[Dataset entries]
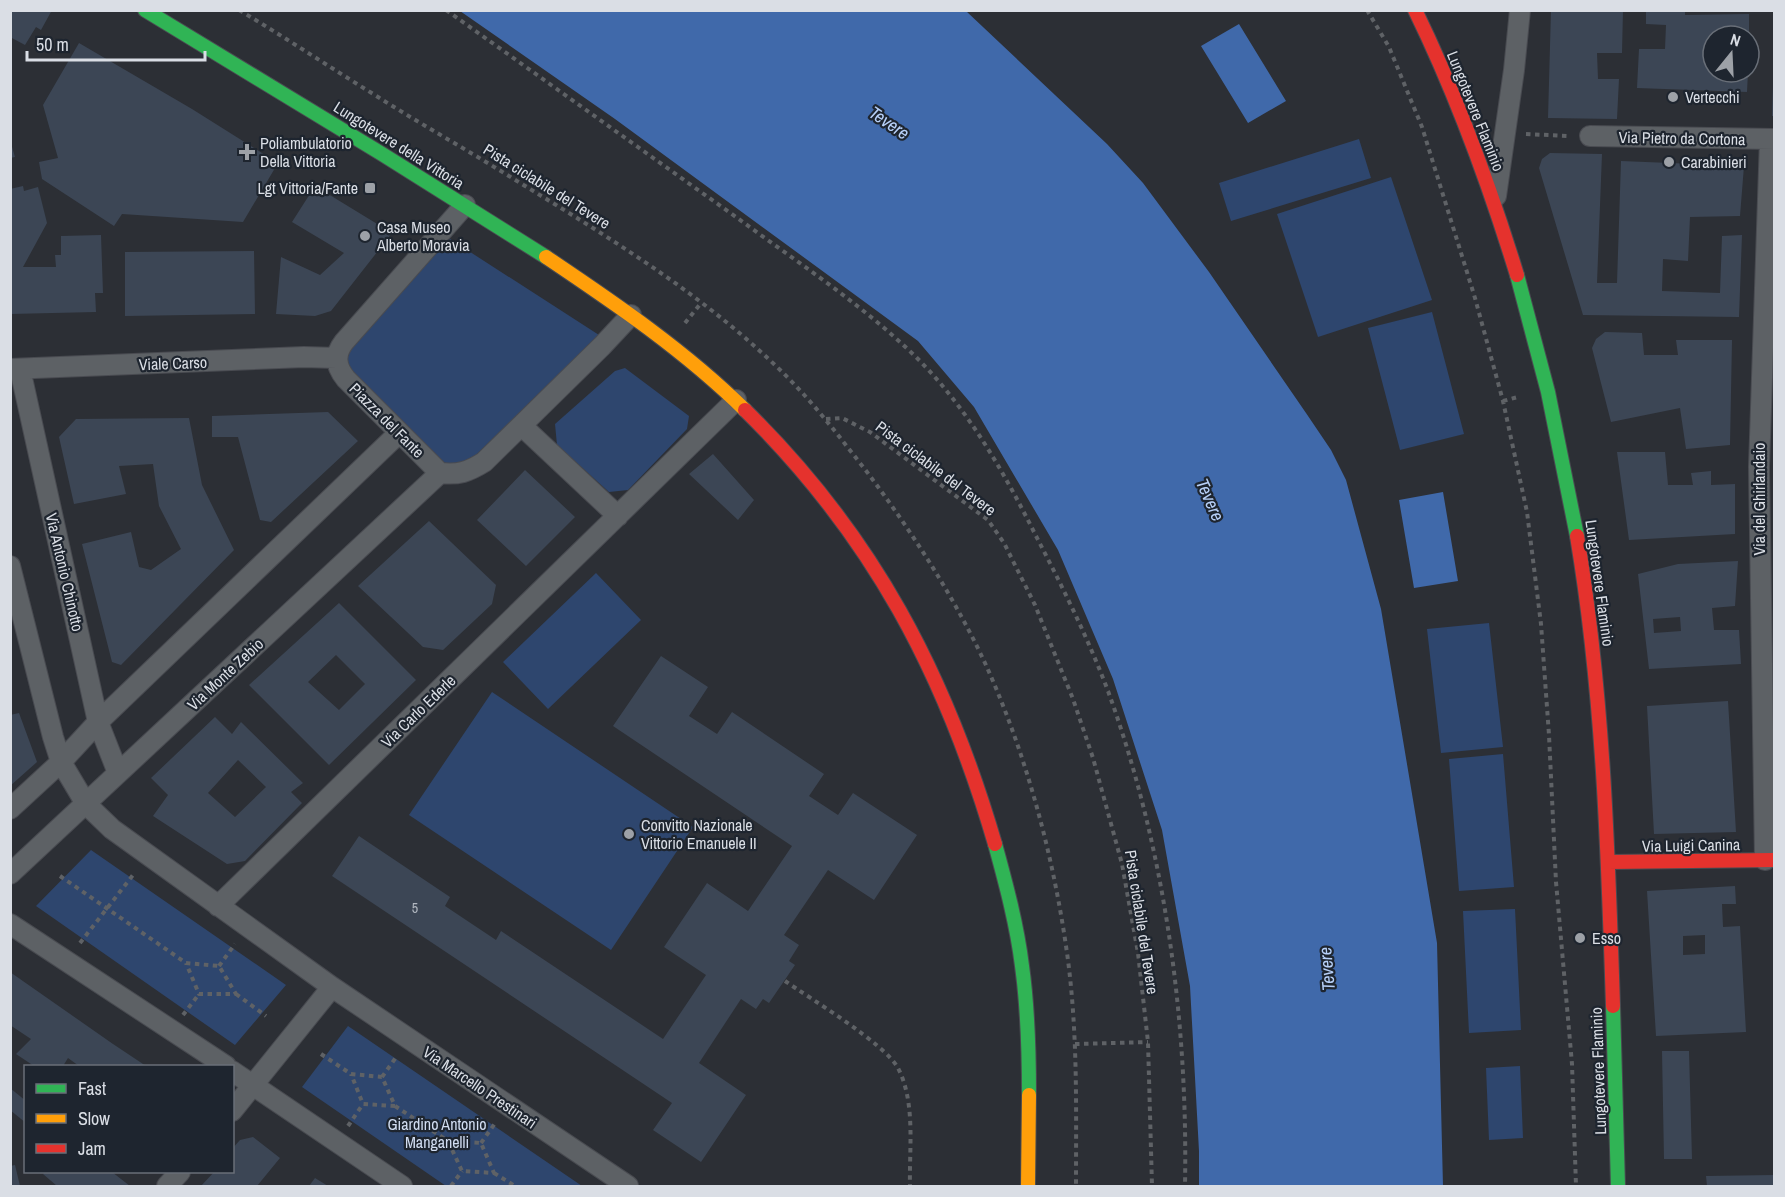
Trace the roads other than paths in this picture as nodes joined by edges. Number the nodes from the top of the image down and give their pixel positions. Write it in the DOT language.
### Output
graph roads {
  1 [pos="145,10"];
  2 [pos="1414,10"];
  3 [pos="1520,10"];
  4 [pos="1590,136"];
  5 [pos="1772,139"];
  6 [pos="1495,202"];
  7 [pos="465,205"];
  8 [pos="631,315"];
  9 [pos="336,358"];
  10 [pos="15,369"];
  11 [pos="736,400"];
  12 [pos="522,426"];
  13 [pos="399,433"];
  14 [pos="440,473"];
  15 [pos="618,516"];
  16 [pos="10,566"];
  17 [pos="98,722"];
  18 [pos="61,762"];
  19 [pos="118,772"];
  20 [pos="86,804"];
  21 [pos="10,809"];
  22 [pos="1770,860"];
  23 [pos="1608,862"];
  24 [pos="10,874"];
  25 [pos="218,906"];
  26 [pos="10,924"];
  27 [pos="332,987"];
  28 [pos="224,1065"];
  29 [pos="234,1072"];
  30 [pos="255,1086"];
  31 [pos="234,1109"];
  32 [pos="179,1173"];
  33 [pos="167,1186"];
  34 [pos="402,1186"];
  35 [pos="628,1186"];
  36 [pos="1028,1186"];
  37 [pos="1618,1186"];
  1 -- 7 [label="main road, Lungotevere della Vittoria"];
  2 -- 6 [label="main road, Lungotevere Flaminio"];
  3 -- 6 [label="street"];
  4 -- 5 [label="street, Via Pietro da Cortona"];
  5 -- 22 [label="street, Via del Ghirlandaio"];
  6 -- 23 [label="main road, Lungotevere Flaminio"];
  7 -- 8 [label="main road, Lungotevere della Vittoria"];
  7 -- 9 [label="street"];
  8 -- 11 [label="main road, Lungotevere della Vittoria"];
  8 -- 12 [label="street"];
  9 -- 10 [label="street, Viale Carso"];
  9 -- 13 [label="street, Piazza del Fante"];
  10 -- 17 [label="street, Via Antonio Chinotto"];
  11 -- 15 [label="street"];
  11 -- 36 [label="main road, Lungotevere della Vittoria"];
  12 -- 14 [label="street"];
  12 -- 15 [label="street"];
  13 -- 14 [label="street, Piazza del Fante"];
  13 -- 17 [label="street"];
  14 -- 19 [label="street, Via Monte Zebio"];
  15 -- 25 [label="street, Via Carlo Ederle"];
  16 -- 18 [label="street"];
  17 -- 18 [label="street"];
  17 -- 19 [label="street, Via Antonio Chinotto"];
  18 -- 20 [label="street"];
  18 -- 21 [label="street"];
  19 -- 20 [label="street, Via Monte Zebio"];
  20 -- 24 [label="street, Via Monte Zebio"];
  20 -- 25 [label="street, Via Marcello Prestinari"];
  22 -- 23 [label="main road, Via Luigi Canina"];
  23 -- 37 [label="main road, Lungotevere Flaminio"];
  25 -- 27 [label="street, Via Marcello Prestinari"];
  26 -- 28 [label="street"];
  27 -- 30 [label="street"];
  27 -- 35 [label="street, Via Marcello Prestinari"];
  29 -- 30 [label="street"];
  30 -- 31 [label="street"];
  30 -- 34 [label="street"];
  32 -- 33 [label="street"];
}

TASK
Drop the images; copy every entry above exactly.

TASK ANSWER
Trace the roads other than paths in this picture as nodes joined by edges. Number the nodes from the top of the image down and give their pixel positions. Write it in the DOT language.
### Output
graph roads {
  1 [pos="145,10"];
  2 [pos="1414,10"];
  3 [pos="1520,10"];
  4 [pos="1590,136"];
  5 [pos="1772,139"];
  6 [pos="1495,202"];
  7 [pos="465,205"];
  8 [pos="631,315"];
  9 [pos="336,358"];
  10 [pos="15,369"];
  11 [pos="736,400"];
  12 [pos="522,426"];
  13 [pos="399,433"];
  14 [pos="440,473"];
  15 [pos="618,516"];
  16 [pos="10,566"];
  17 [pos="98,722"];
  18 [pos="61,762"];
  19 [pos="118,772"];
  20 [pos="86,804"];
  21 [pos="10,809"];
  22 [pos="1770,860"];
  23 [pos="1608,862"];
  24 [pos="10,874"];
  25 [pos="218,906"];
  26 [pos="10,924"];
  27 [pos="332,987"];
  28 [pos="224,1065"];
  29 [pos="234,1072"];
  30 [pos="255,1086"];
  31 [pos="234,1109"];
  32 [pos="179,1173"];
  33 [pos="167,1186"];
  34 [pos="402,1186"];
  35 [pos="628,1186"];
  36 [pos="1028,1186"];
  37 [pos="1618,1186"];
  1 -- 7 [label="main road, Lungotevere della Vittoria"];
  2 -- 6 [label="main road, Lungotevere Flaminio"];
  3 -- 6 [label="street"];
  4 -- 5 [label="street, Via Pietro da Cortona"];
  5 -- 22 [label="street, Via del Ghirlandaio"];
  6 -- 23 [label="main road, Lungotevere Flaminio"];
  7 -- 8 [label="main road, Lungotevere della Vittoria"];
  7 -- 9 [label="street"];
  8 -- 11 [label="main road, Lungotevere della Vittoria"];
  8 -- 12 [label="street"];
  9 -- 10 [label="street, Viale Carso"];
  9 -- 13 [label="street, Piazza del Fante"];
  10 -- 17 [label="street, Via Antonio Chinotto"];
  11 -- 15 [label="street"];
  11 -- 36 [label="main road, Lungotevere della Vittoria"];
  12 -- 14 [label="street"];
  12 -- 15 [label="street"];
  13 -- 14 [label="street, Piazza del Fante"];
  13 -- 17 [label="street"];
  14 -- 19 [label="street, Via Monte Zebio"];
  15 -- 25 [label="street, Via Carlo Ederle"];
  16 -- 18 [label="street"];
  17 -- 18 [label="street"];
  17 -- 19 [label="street, Via Antonio Chinotto"];
  18 -- 20 [label="street"];
  18 -- 21 [label="street"];
  19 -- 20 [label="street, Via Monte Zebio"];
  20 -- 24 [label="street, Via Monte Zebio"];
  20 -- 25 [label="street, Via Marcello Prestinari"];
  22 -- 23 [label="main road, Via Luigi Canina"];
  23 -- 37 [label="main road, Lungotevere Flaminio"];
  25 -- 27 [label="street, Via Marcello Prestinari"];
  26 -- 28 [label="street"];
  27 -- 30 [label="street"];
  27 -- 35 [label="street, Via Marcello Prestinari"];
  29 -- 30 [label="street"];
  30 -- 31 [label="street"];
  30 -- 34 [label="street"];
  32 -- 33 [label="street"];
}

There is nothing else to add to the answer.